_WHAT IS BEING ASKED_
A word-for-word copy of the data, with no images, is the required answer.

Bounding box coordinate data

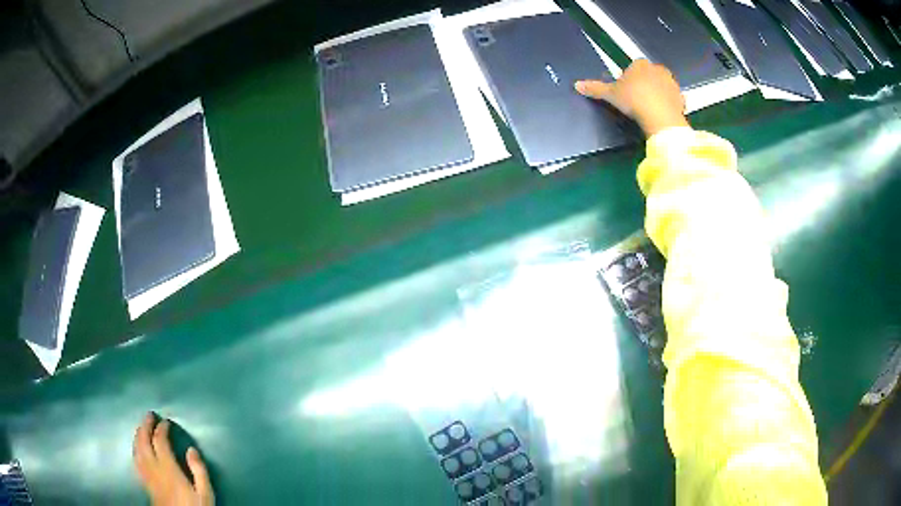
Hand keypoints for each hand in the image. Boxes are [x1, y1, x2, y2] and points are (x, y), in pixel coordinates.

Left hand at [133, 412, 214, 505]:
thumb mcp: (205, 493)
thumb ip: (199, 471)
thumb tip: (191, 450)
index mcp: (168, 468)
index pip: (160, 441)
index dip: (161, 428)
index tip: (166, 422)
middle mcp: (153, 468)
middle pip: (144, 441)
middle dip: (145, 426)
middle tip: (149, 415)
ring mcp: (147, 475)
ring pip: (137, 449)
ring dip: (138, 435)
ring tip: (141, 427)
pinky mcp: (145, 482)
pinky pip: (135, 460)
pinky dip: (135, 449)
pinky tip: (137, 448)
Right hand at [575, 59, 687, 136]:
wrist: (660, 117)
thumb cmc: (634, 100)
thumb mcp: (611, 95)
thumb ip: (595, 88)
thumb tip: (577, 85)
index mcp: (640, 64)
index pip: (633, 67)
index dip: (629, 79)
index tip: (627, 91)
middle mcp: (658, 69)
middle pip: (649, 75)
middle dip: (645, 84)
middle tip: (638, 100)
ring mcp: (671, 82)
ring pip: (662, 86)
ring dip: (658, 93)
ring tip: (650, 108)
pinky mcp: (681, 97)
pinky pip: (673, 99)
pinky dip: (669, 104)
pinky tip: (662, 114)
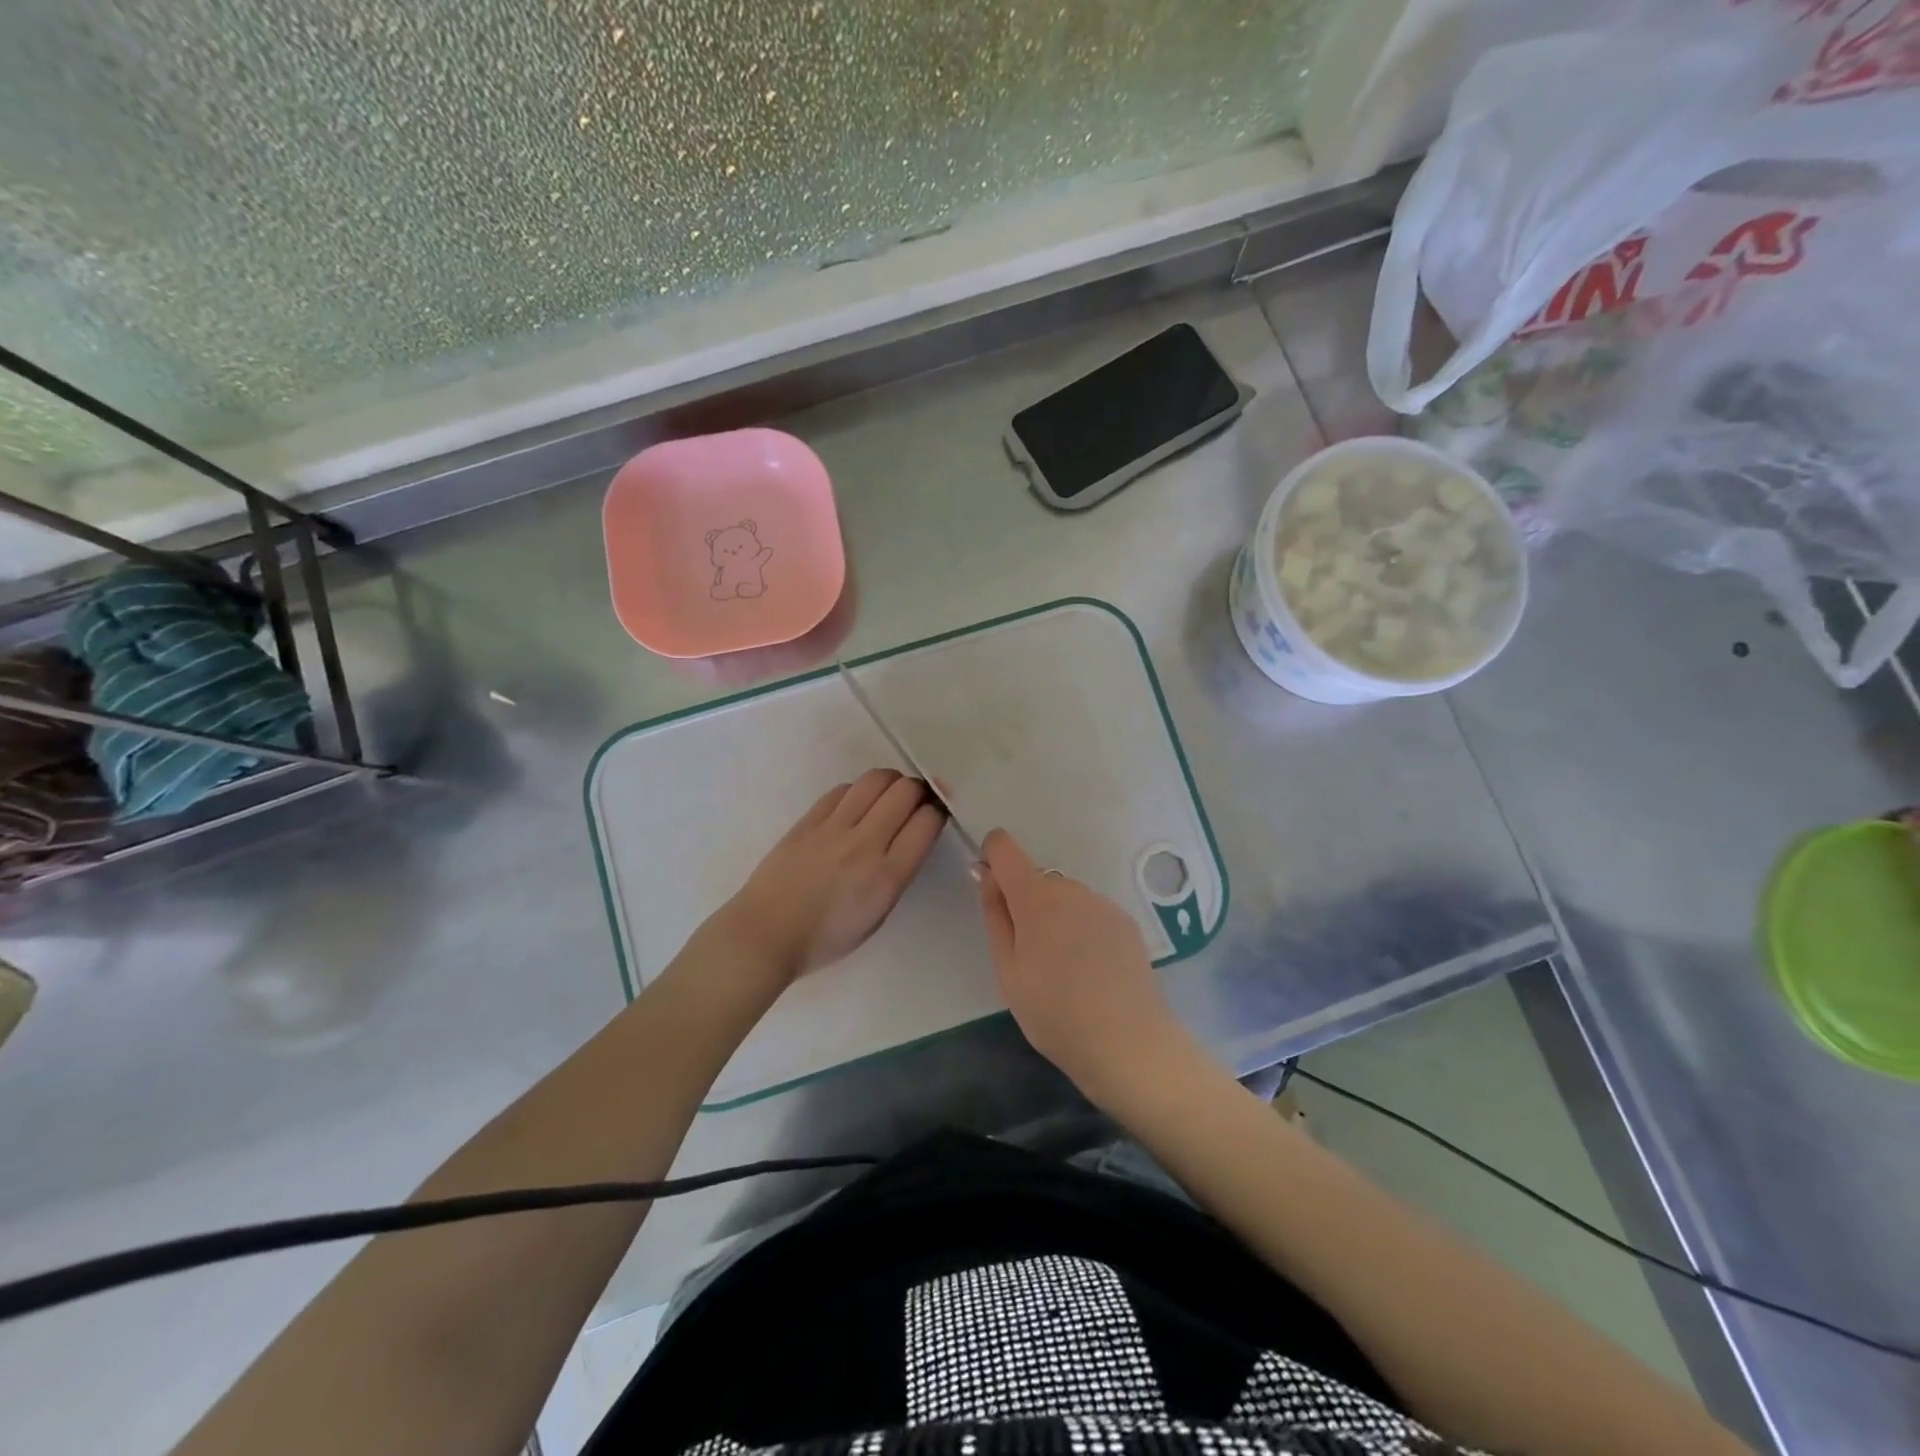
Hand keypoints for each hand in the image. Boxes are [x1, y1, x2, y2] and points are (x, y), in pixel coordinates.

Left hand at [721, 769, 947, 984]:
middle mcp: (865, 844)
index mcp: (887, 876)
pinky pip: (844, 789)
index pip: (927, 822)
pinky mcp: (809, 819)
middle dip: (919, 791)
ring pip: (876, 780)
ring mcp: (835, 827)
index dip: (937, 813)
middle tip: (915, 802)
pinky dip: (859, 791)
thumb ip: (897, 874)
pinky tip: (856, 805)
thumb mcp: (877, 916)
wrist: (765, 934)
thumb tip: (910, 839)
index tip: (934, 817)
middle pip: (905, 791)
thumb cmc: (825, 938)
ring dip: (891, 783)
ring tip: (888, 796)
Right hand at [975, 828, 1194, 1107]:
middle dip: (1026, 905)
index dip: (992, 859)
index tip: (993, 895)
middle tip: (1030, 958)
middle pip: (1036, 879)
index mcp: (1035, 896)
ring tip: (1064, 971)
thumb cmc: (1054, 1012)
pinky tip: (1092, 971)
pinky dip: (1082, 930)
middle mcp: (1070, 887)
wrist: (1128, 1043)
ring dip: (1056, 918)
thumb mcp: (1007, 971)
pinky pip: (1090, 913)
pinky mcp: (1126, 921)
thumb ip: (995, 914)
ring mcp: (1102, 903)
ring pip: (1065, 897)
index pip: (1004, 847)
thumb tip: (986, 874)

_ANSWER SPACE_
Hand keypoints for each hand in the image. Boxes are [x1, y1, x2, y2] and points are (x, y), in pixel coordinates.

Left hand at [133, 412, 214, 505]:
thumb mcp: (205, 493)
thumb ip: (199, 471)
thumb tip: (191, 450)
index mcp: (168, 468)
index pip: (160, 441)
index dip: (161, 428)
index tip: (166, 422)
middle mcp: (153, 468)
middle pip: (144, 441)
middle dip: (145, 426)
middle tip: (149, 415)
ring mcp: (147, 475)
ring pip: (137, 449)
ring dip: (138, 435)
ring tip: (141, 427)
pinky mcp: (145, 482)
pinky pip: (135, 460)
pinky dip: (135, 449)
pinky tip: (137, 448)
Right hand at [575, 59, 687, 136]:
wrist: (660, 117)
thumb cmc: (634, 100)
thumb mcp: (611, 95)
thumb ip: (595, 88)
thumb tip: (577, 85)
index mcp: (640, 64)
index pip: (633, 67)
index dip: (629, 79)
index tip: (627, 91)
middle mcp: (658, 69)
middle pip: (649, 75)
middle dip: (645, 84)
middle tip: (638, 100)
ring mcp: (671, 82)
ring pip: (662, 86)
ring dip: (658, 93)
ring tip: (650, 108)
pinky mcp: (681, 97)
pinky pip: (673, 99)
pinky dip: (669, 104)
pinky tip: (662, 114)
Hand keypoints for each hand in the image. Boxes are [x1, y1, x2, y2] and points are (x, y), in pixel coordinates.

Left hand at [721, 769, 947, 984]:
middle mcp: (865, 844)
index mcp: (887, 876)
pinky pip: (844, 789)
index pip: (927, 822)
pinky mcp: (809, 819)
middle dip: (919, 791)
ring pip: (876, 780)
ring mcp: (835, 827)
index dip: (937, 813)
middle tip: (915, 802)
pinky dip: (859, 791)
thumb ip: (897, 874)
pinky tip: (856, 805)
thumb mcp: (877, 916)
wrist: (765, 934)
thumb tip: (910, 839)
index tip: (934, 817)
middle pip: (905, 791)
thumb cmc: (825, 938)
ring dip: (891, 783)
ring tip: (888, 796)
Right hand at [975, 828, 1194, 1107]:
middle dip: (1026, 905)
index dip: (992, 859)
index tip: (993, 895)
middle tip: (1030, 958)
middle pip: (1036, 879)
index mcp: (1035, 896)
ring tip: (1064, 971)
thumb cmc: (1054, 1012)
pinky tip: (1092, 971)
pinky dip: (1082, 930)
middle mcp: (1070, 887)
wrist: (1128, 1043)
ring dip: (1056, 918)
thumb mcp: (1007, 971)
pinky pip: (1090, 913)
pinky mcp: (1126, 921)
thumb ip: (995, 914)
ring mcp: (1102, 903)
ring pip: (1065, 897)
index pip: (1004, 847)
thumb tip: (986, 874)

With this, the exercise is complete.